(Stored dataset items)

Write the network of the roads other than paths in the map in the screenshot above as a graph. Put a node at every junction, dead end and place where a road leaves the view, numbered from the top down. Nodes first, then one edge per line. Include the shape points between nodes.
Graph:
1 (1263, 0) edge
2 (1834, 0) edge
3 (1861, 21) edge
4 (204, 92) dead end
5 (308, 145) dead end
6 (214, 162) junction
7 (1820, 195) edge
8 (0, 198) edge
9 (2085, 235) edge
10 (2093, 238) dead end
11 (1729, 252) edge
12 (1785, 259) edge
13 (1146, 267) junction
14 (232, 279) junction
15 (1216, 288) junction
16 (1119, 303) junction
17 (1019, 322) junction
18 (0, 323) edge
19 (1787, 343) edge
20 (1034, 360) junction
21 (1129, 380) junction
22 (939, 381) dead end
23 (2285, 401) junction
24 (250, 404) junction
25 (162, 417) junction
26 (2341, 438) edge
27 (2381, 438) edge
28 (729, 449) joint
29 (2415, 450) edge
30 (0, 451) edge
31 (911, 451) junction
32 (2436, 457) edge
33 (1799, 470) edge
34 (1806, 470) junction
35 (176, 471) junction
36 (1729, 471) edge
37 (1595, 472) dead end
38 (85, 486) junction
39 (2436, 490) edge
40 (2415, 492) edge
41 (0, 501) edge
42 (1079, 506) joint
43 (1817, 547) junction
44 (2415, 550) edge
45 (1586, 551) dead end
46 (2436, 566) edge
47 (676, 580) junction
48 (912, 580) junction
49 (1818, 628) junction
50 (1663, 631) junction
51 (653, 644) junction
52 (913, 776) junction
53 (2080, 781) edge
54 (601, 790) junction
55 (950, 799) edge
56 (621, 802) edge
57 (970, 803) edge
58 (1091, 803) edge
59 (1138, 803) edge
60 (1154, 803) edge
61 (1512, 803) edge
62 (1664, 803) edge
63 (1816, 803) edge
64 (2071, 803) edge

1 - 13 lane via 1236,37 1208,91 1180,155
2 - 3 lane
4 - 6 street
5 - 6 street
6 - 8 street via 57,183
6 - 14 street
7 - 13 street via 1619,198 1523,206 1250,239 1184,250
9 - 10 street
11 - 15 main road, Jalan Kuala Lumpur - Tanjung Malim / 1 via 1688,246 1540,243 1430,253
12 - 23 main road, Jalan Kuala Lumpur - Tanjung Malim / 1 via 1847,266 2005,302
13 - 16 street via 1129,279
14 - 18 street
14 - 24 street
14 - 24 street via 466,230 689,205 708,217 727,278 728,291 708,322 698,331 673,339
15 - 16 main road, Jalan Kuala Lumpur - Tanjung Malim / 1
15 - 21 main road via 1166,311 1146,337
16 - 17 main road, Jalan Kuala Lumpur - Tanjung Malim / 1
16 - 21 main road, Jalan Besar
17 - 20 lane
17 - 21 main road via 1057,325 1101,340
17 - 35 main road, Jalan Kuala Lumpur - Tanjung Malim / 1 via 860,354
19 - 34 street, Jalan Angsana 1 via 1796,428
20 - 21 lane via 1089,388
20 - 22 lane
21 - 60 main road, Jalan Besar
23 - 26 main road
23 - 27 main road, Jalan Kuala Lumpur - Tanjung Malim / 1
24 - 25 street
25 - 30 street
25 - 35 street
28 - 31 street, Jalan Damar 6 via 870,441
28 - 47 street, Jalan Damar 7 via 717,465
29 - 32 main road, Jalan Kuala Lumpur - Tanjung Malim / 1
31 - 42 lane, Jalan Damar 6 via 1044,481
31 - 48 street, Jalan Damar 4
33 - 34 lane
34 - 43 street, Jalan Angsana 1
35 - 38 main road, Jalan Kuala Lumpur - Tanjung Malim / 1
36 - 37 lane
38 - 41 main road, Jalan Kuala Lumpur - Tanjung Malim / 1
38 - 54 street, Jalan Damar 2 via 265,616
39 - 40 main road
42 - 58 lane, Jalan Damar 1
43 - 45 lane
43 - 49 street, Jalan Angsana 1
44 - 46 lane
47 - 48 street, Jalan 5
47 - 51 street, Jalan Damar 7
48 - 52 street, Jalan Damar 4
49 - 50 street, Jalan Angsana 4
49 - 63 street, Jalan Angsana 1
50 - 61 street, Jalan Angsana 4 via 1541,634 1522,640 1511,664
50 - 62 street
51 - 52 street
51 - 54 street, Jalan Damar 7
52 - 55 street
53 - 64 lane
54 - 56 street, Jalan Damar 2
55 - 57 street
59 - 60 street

» Problem details: All of the data needs to be repeated exactly.

» Completed exercise:
Write the network of the roads other than paths in the map in the screenshot above as a graph. Put a node at every junction, dead end and place where a road leaves the view, numbered from the top down. Nodes first, then one edge per line. Include the shape points between nodes.
Graph:
1 (1263, 0) edge
2 (1834, 0) edge
3 (1861, 21) edge
4 (204, 92) dead end
5 (308, 145) dead end
6 (214, 162) junction
7 (1820, 195) edge
8 (0, 198) edge
9 (2085, 235) edge
10 (2093, 238) dead end
11 (1729, 252) edge
12 (1785, 259) edge
13 (1146, 267) junction
14 (232, 279) junction
15 (1216, 288) junction
16 (1119, 303) junction
17 (1019, 322) junction
18 (0, 323) edge
19 (1787, 343) edge
20 (1034, 360) junction
21 (1129, 380) junction
22 (939, 381) dead end
23 (2285, 401) junction
24 (250, 404) junction
25 (162, 417) junction
26 (2341, 438) edge
27 (2381, 438) edge
28 (729, 449) joint
29 (2415, 450) edge
30 (0, 451) edge
31 (911, 451) junction
32 (2436, 457) edge
33 (1799, 470) edge
34 (1806, 470) junction
35 (176, 471) junction
36 (1729, 471) edge
37 (1595, 472) dead end
38 (85, 486) junction
39 (2436, 490) edge
40 (2415, 492) edge
41 (0, 501) edge
42 (1079, 506) joint
43 (1817, 547) junction
44 (2415, 550) edge
45 (1586, 551) dead end
46 (2436, 566) edge
47 (676, 580) junction
48 (912, 580) junction
49 (1818, 628) junction
50 (1663, 631) junction
51 (653, 644) junction
52 (913, 776) junction
53 (2080, 781) edge
54 (601, 790) junction
55 (950, 799) edge
56 (621, 802) edge
57 (970, 803) edge
58 (1091, 803) edge
59 (1138, 803) edge
60 (1154, 803) edge
61 (1512, 803) edge
62 (1664, 803) edge
63 (1816, 803) edge
64 (2071, 803) edge

1 - 13 lane via 1236,37 1208,91 1180,155
2 - 3 lane
4 - 6 street
5 - 6 street
6 - 8 street via 57,183
6 - 14 street
7 - 13 street via 1619,198 1523,206 1250,239 1184,250
9 - 10 street
11 - 15 main road, Jalan Kuala Lumpur - Tanjung Malim / 1 via 1688,246 1540,243 1430,253
12 - 23 main road, Jalan Kuala Lumpur - Tanjung Malim / 1 via 1847,266 2005,302
13 - 16 street via 1129,279
14 - 18 street
14 - 24 street
14 - 24 street via 466,230 689,205 708,217 727,278 728,291 708,322 698,331 673,339
15 - 16 main road, Jalan Kuala Lumpur - Tanjung Malim / 1
15 - 21 main road via 1166,311 1146,337
16 - 17 main road, Jalan Kuala Lumpur - Tanjung Malim / 1
16 - 21 main road, Jalan Besar
17 - 20 lane
17 - 21 main road via 1057,325 1101,340
17 - 35 main road, Jalan Kuala Lumpur - Tanjung Malim / 1 via 860,354
19 - 34 street, Jalan Angsana 1 via 1796,428
20 - 21 lane via 1089,388
20 - 22 lane
21 - 60 main road, Jalan Besar
23 - 26 main road
23 - 27 main road, Jalan Kuala Lumpur - Tanjung Malim / 1
24 - 25 street
25 - 30 street
25 - 35 street
28 - 31 street, Jalan Damar 6 via 870,441
28 - 47 street, Jalan Damar 7 via 717,465
29 - 32 main road, Jalan Kuala Lumpur - Tanjung Malim / 1
31 - 42 lane, Jalan Damar 6 via 1044,481
31 - 48 street, Jalan Damar 4
33 - 34 lane
34 - 43 street, Jalan Angsana 1
35 - 38 main road, Jalan Kuala Lumpur - Tanjung Malim / 1
36 - 37 lane
38 - 41 main road, Jalan Kuala Lumpur - Tanjung Malim / 1
38 - 54 street, Jalan Damar 2 via 265,616
39 - 40 main road
42 - 58 lane, Jalan Damar 1
43 - 45 lane
43 - 49 street, Jalan Angsana 1
44 - 46 lane
47 - 48 street, Jalan 5
47 - 51 street, Jalan Damar 7
48 - 52 street, Jalan Damar 4
49 - 50 street, Jalan Angsana 4
49 - 63 street, Jalan Angsana 1
50 - 61 street, Jalan Angsana 4 via 1541,634 1522,640 1511,664
50 - 62 street
51 - 52 street
51 - 54 street, Jalan Damar 7
52 - 55 street
53 - 64 lane
54 - 56 street, Jalan Damar 2
55 - 57 street
59 - 60 street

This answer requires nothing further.